Were Clarkson and Crawford to extend their study beyond partition until the end of the twentieth century -- and this reviewer hopes they will -- they would necessarily explore the differences in matters of food and nutrition between those living in Northern Ireland and those living in the Republic. The benefits of the welfare state improved standards of living in the north after World War II. While the government of the Republic of Ireland experienced some major successes, such as the eradication of tuberculosis, many welfare services in the Republic of Ireland continued to be provided by religious orders or charitable societies. Caitríona Clear has demonstrated in Women of the House. Women's Household Work in Ireland, 1922-1961(Irish Academic Press; Dublin, 2000), that the Irish Countrywomen's Association promoted education about better nutrition among its members, while the Irish Housewives' Association lobbied for a school lunch program and were attacked in some quarters as a communist front for doing so.

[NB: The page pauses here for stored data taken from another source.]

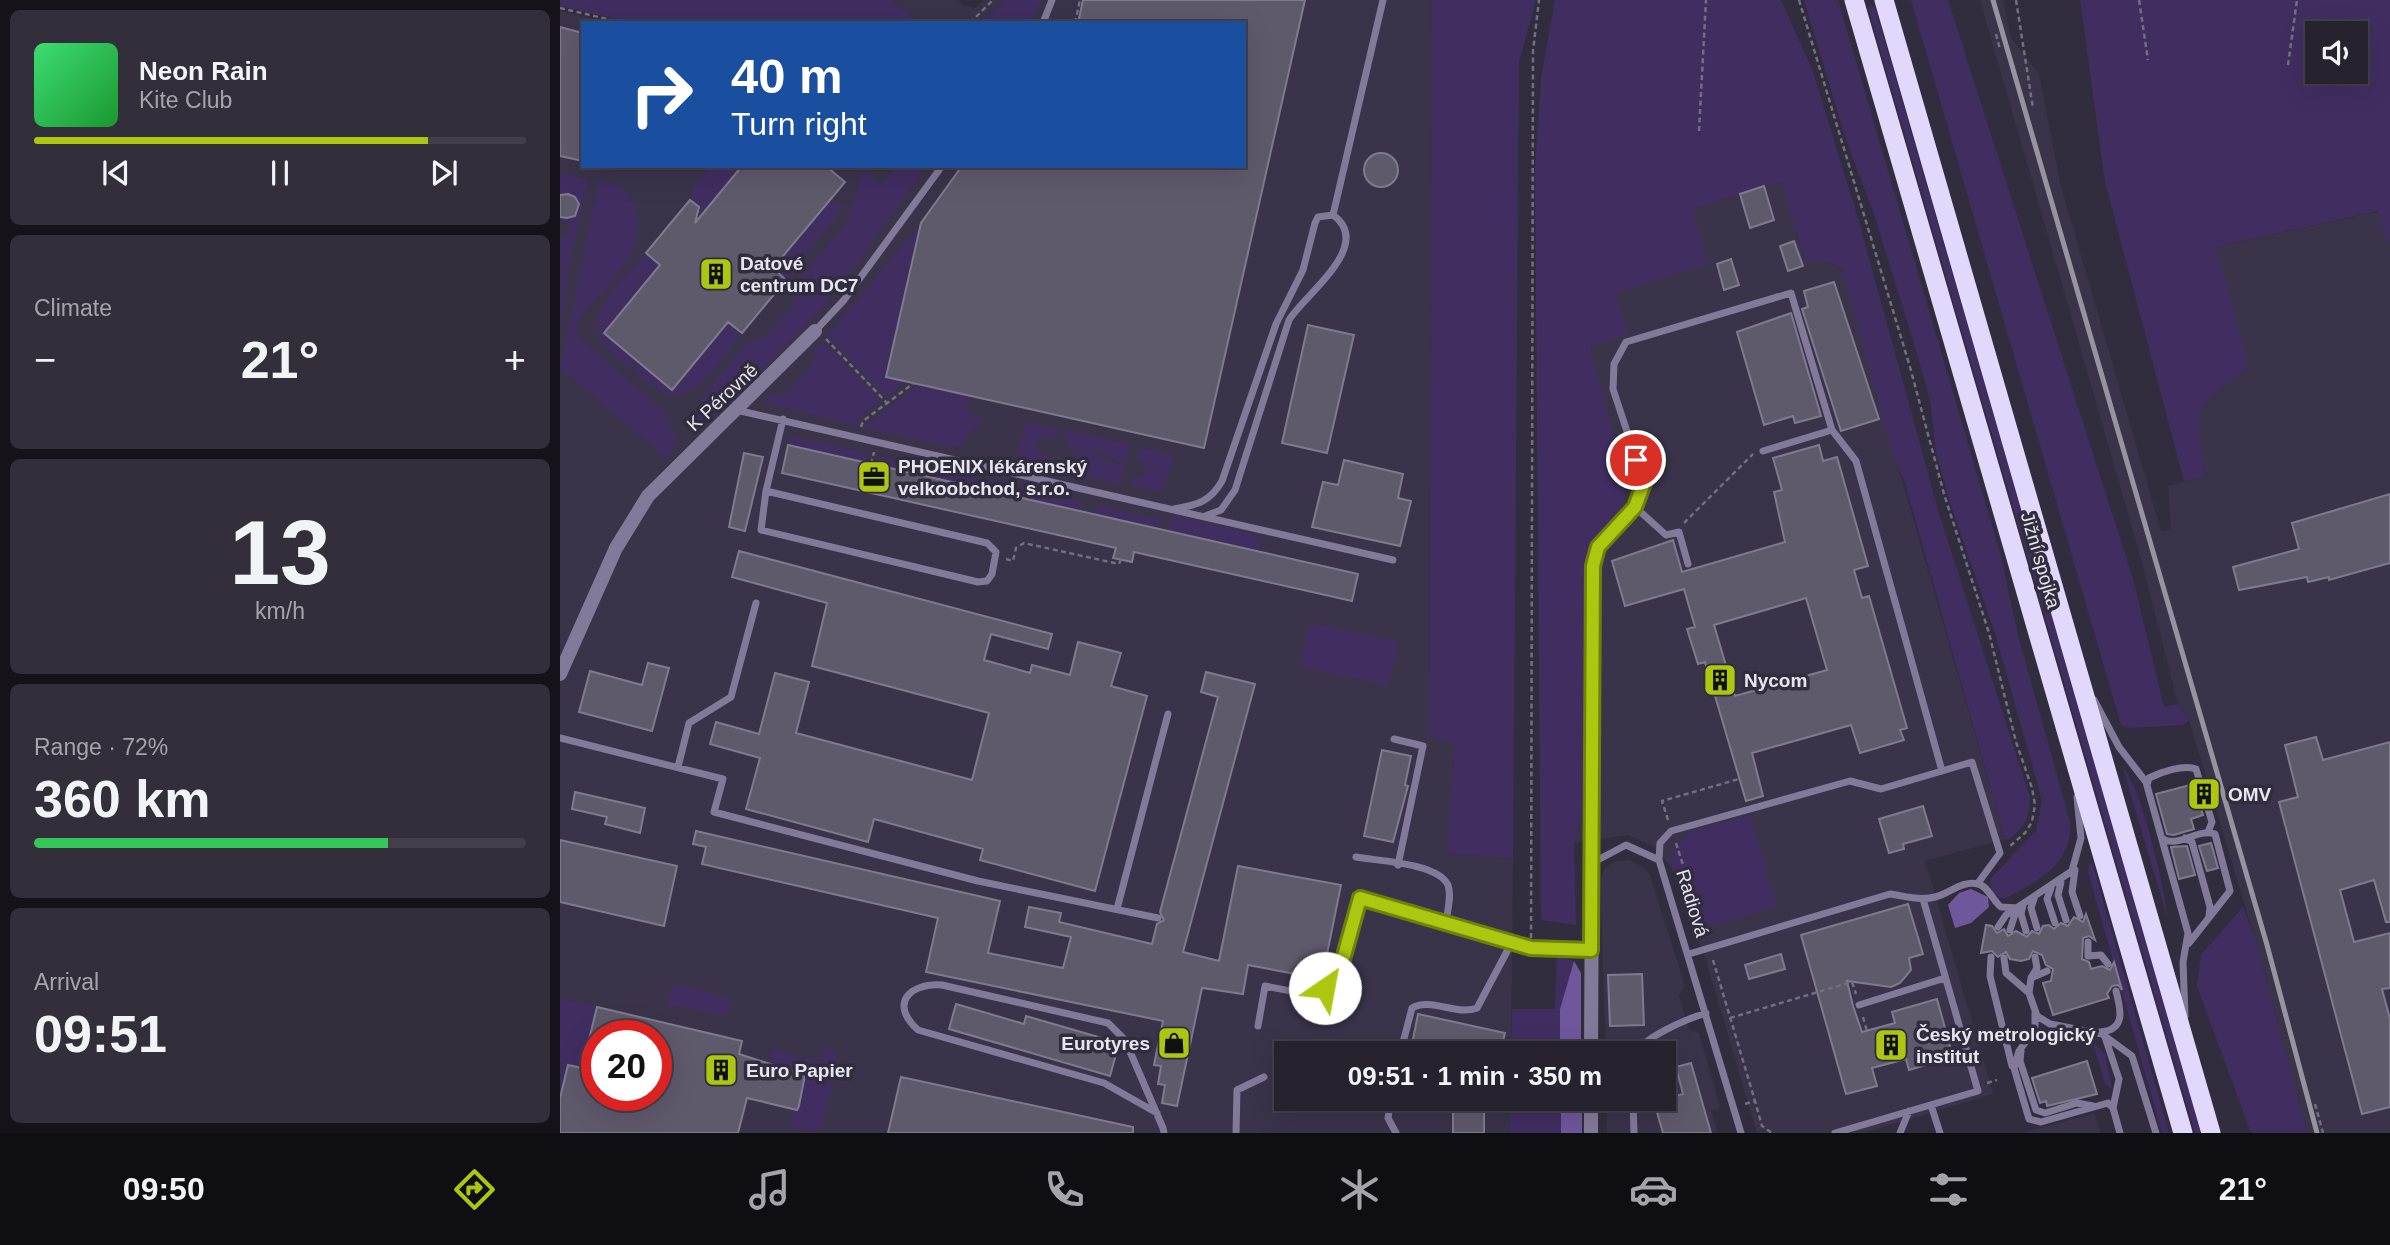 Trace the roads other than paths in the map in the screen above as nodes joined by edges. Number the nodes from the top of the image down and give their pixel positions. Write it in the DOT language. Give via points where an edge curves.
graph roads {
  1 [pos="1052,0"];
  2 [pos="1384,0"];
  3 [pos="1854,0"];
  4 [pos="1884,0"];
  5 [pos="1044,21"];
  6 [pos="941,168"];
  7 [pos="1333,215"];
  8 [pos="815,331"];
  9 [pos="736,410"];
  10 [pos="783,419"];
  11 [pos="1832,430"];
  12 [pos="1763,451"];
  13 [pos="766,491"];
  14 [pos="1635,507"];
  15 [pos="1174,509"];
  16 [pos="1205,516"];
  17 [pos="1394,561"];
  18 [pos="1688,564"];
  19 [pos="756,603"];
  20 [pos="2076,664"];
  21 [pos="560,674"];
  22 [pos="1168,714"];
  23 [pos="560,738"];
  24 [pos="1394,739"];
  25 [pos="2071,748"];
  26 [pos="678,767"];
  27 [pos="1942,771"];
  28 [pos="2147,786"];
  29 [pos="2208,832"];
  30 [pos="2162,838"];
  31 [pos="2185,838"];
  32 [pos="1356,857"];
  33 [pos="1659,860"];
  34 [pos="1592,863"];
  35 [pos="1398,865"];
  36 [pos="2075,866"];
  37 [pos="2062,881"];
  38 [pos="1978,883"];
  39 [pos="2051,888"];
  40 [pos="2034,898"];
  41 [pos="1923,899"];
  42 [pos="2021,906"];
  43 [pos="1117,909"];
  44 [pos="2080,916"];
  45 [pos="1158,918"];
  46 [pos="2207,919"];
  47 [pos="2066,920"];
  48 [pos="1446,923"];
  49 [pos="2055,923"];
  50 [pos="1998,928"];
  51 [pos="2037,928"];
  52 [pos="2010,930"];
  53 [pos="2026,931"];
  54 [pos="1512,942"];
  55 [pos="2088,942"];
  56 [pos="1591,950"];
  57 [pos="2186,950"];
  58 [pos="1689,954"];
  59 [pos="2035,957"];
  60 [pos="2004,958"];
  61 [pos="2108,964"];
  62 [pos="2044,970"];
  63 [pos="2009,976"];
  64 [pos="1945,978"];
  65 [pos="2031,978"];
  66 [pos="2116,991"];
  67 [pos="2029,993"];
  68 [pos="1859,1005"];
  69 [pos="1706,1013"];
  70 [pos="2035,1013"];
  71 [pos="1258,1026"];
  72 [pos="2099,1033"];
  73 [pos="1403,1041"];
  74 [pos="1591,1041"];
  75 [pos="1647,1041"];
  76 [pos="2024,1044"];
  77 [pos="2187,1048"];
  78 [pos="2014,1072"];
  79 [pos="1264,1077"];
  80 [pos="1931,1105"];
  81 [pos="2095,1106"];
  82 [pos="2113,1108"];
  83 [pos="1389,1111"];
  84 [pos="1591,1111"];
  85 [pos="1633,1111"];
  86 [pos="1909,1111"];
  87 [pos="1157,1113"];
  88 [pos="1164,1133"];
  89 [pos="1236,1133"];
  90 [pos="1395,1133"];
  91 [pos="1591,1133"];
  92 [pos="1634,1133"];
  93 [pos="1741,1133"];
  94 [pos="1835,1133"];
  95 [pos="1900,1133"];
  96 [pos="1940,1133"];
  97 [pos="2120,1133"];
  98 [pos="2156,1133"];
  99 [pos="2183,1133"];
  100 [pos="2211,1133"];
  1 -- 5 [label="lane"];
  2 -- 7 [label="lane"];
  3 -- 25 [label="highway, Jižní spojka"];
  4 -- 20 [label="highway, Jižní spojka"];
  6 -- 8 [label="lane, K Pérovně" via="844,300"];
  7 -- 15 [label="lane" via="1318,217 1315,223 1303,270 1276,324 1215,494 1204,502"];
  7 -- 16 [label="lane" via="1346,238 1339,262 1289,320 1235,490 1221,510"];
  8 -- 9 [label="street, K Pérovně"];
  9 -- 10 [label="lane"];
  9 -- 21 [label="street, K Pérovně" via="648,496 630,523"];
  10 -- 13 [label="lane"];
  10 -- 15 [label="lane"];
  11 -- 12 [label="lane"];
  11 -- 14 [label="lane" via="1791,293 1626,342 1614,364 1613,389 1644,483"];
  11 -- 27 [label="lane" via="1856,461"];
  13 -- 13 [label="lane" via="987,543 995,548 991,578 978,582 761,530"];
  14 -- 18 [label="lane" via="1666,535 1679,532"];
  14 -- 34 [label="lane" via="1598,547 1593,566"];
  15 -- 16 [label="lane"];
  16 -- 17 [label="lane"];
  19 -- 26 [label="lane" via="731,697 689,723"];
  20 -- 28 [label="lane" via="2114,740"];
  20 -- 77 [label="highway, Jižní spojka"];
  22 -- 43 [label="lane"];
  23 -- 26 [label="lane"];
  24 -- 35 [label="lane" via="1423,746"];
  25 -- 36 [label="lane" via="2081,831"];
  25 -- 99 [label="highway, Jižní spojka"];
  26 -- 43 [label="lane" via="723,779 714,812 978,881"];
  27 -- 33 [label="lane" via="1881,789 1850,781 1671,831 1660,843"];
  27 -- 38 [label="lane" via="1972,762 2000,853"];
  28 -- 29 [label="lane" via="2149,778 2157,774 2196,769 2212,822"];
  28 -- 30 [label="lane"];
  29 -- 31 [label="lane"];
  29 -- 46 [label="lane" via="2216,836 2230,888"];
  30 -- 31 [label="lane" via="2168,842"];
  30 -- 57 [label="lane" via="2187,930"];
  31 -- 46 [label="lane" via="2192,842 2210,907"];
  32 -- 35 [label="lane"];
  33 -- 34 [label="lane, Radiová" via="1626,845"];
  33 -- 58 [label="lane, Radiová"];
  34 -- 56 [label="street"];
  35 -- 48 [label="lane" via="1409,864 1444,879 1449,889"];
  36 -- 37 [label="lane"];
  36 -- 44 [label="lane" via="2073,892"];
  37 -- 39 [label="lane"];
  37 -- 47 [label="lane" via="2058,895"];
  38 -- 41 [label="lane"];
  38 -- 42 [label="lane" via="2001,907"];
  39 -- 40 [label="lane"];
  39 -- 49 [label="lane" via="2047,899"];
  40 -- 42 [label="lane"];
  40 -- 51 [label="lane" via="2031,908"];
  41 -- 58 [label="lane" via="1890,894"];
  41 -- 64 [label="lane"];
  42 -- 50 [label="lane"];
  42 -- 52 [label="lane"];
  42 -- 53 [label="lane"];
  43 -- 45 [label="lane"];
  46 -- 57 [label="lane"];
  48 -- 54 [label="lane"];
  48 -- 71 [label="lane" via="1360,898 1337,981 1312,995 1265,986"];
  54 -- 56 [label="lane" via="1531,948"];
  54 -- 73 [label="lane" via="1477,1008 1457,1011 1422,1004 1412,1008"];
  55 -- 61 [label="lane" via="2088,956 2101,955"];
  56 -- 74 [label="street"];
  57 -- 77 [label="lane"];
  58 -- 69 [label="lane, Radiová"];
  59 -- 65 [label="lane" via="2037,968"];
  60 -- 63 [label="lane"];
  62 -- 65 [label="lane"];
  63 -- 67 [label="lane"];
  63 -- 78 [label="lane" via="1993,965 1992,956 1990,976"];
  64 -- 68 [label="lane"];
  64 -- 80 [label="lane" via="1978,1091"];
  65 -- 67 [label="lane"];
  66 -- 72 [label="lane" via="2122,1011 2119,1023"];
  67 -- 70 [label="lane"];
  69 -- 75 [label="lane"];
  69 -- 93 [label="lane, Radiová"];
  70 -- 72 [label="lane" via="2045,1023"];
  70 -- 76 [label="lane" via="2035,1029"];
  72 -- 82 [label="lane" via="2108,1043 2119,1079"];
  72 -- 98 [label="lane" via="2134,1059"];
  76 -- 78 [label="lane"];
  76 -- 81 [label="lane" via="2020,1061 2036,1110 2045,1113 2077,1103"];
  77 -- 100 [label="highway, Jižní spojka"];
  78 -- 81 [label="lane" via="2027,1116 2033,1121"];
  79 -- 89 [label="lane" via="1237,1090"];
  80 -- 86 [label="lane"];
  80 -- 96 [label="lane"];
  81 -- 82 [label="lane" via="2108,1103"];
  82 -- 97 [label="lane"];
  83 -- 90 [label="lane"];
  84 -- 91 [label="street"];
  85 -- 92 [label="lane"];
  86 -- 94 [label="lane"];
  86 -- 95 [label="lane"];
  87 -- 87 [label="lane" via="1104,1083 918,1030 903,1010 908,994 924,984 942,985 1108,1023 1125,1040"];
  87 -- 88 [label="lane"];
}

Thus, there is much more to say on the fascinating subjects of food and social history in Ireland, but Feast and Famine is a brilliant beginning.
We are grateful to Professor Murphy for her careful and generous review. She leaves us little to say, save to thank her for her assessment. Perhaps, though, we might comment on four points.
First, to correct a misunderstanding, we did not conclude 'that it was climate, and not diet, that was responsible for diseases like the scourge of tuberculosis.' On page 241 we quote Professor Sir John Byers of Queen's College, Belfast, writing in the late nineteenth century, who explicitly excluded the effects of climate on tuberculosis. Elsewhere (e.g. p. 159) we point to the importance of poor diets and the high infectivity of the disease. Professor Murphy is correct, however, in drawing attention to the fact that visitors to seventeenth-century Ireland were more struck by the risks to health from the climate than from the food (see pp.223-6). One of the few things they liked about Ireland was the whiskey that was good for keeping out the cold and damp (it still is).
Secondly, we would not like to be thought of as diminishing the importance of famines in Ireland. The point that we argue at some length is that Ireland's famine experience does not seem to be much out of line with the rest of pre-industrial Europe. This statement needs to be qualified to the extent that grain-growing on the western periphery of Europe has always been more vulnerable to the weather than further east. Against this, the climate of Ireland was well suited to the rearing of cattle and the production of milk and butter. Most important of all, the Great Famine came late to Ireland and it was a disaster. Chapters 6 and 7 reflect the importance that we attach to famines in general and the Great Famine in particular.
Thirdly, we are grateful to Professor Murphy for her references from literature. As she remarks, our book is a beginning and we are conscious of how little use we have made of literary sources. No historian who has tried to follow in the footsteps of K.H. Connell can fail to appreciate their importance.
Finally we can assure Professor Murphy that at least one of the authors intends to extend the study of food and nutrition into post-partition Ireland. At the heart of such a study will be the nutritional survey conducted in Ireland between 1946 and 1948, the results of which were published in 1949 and 1950.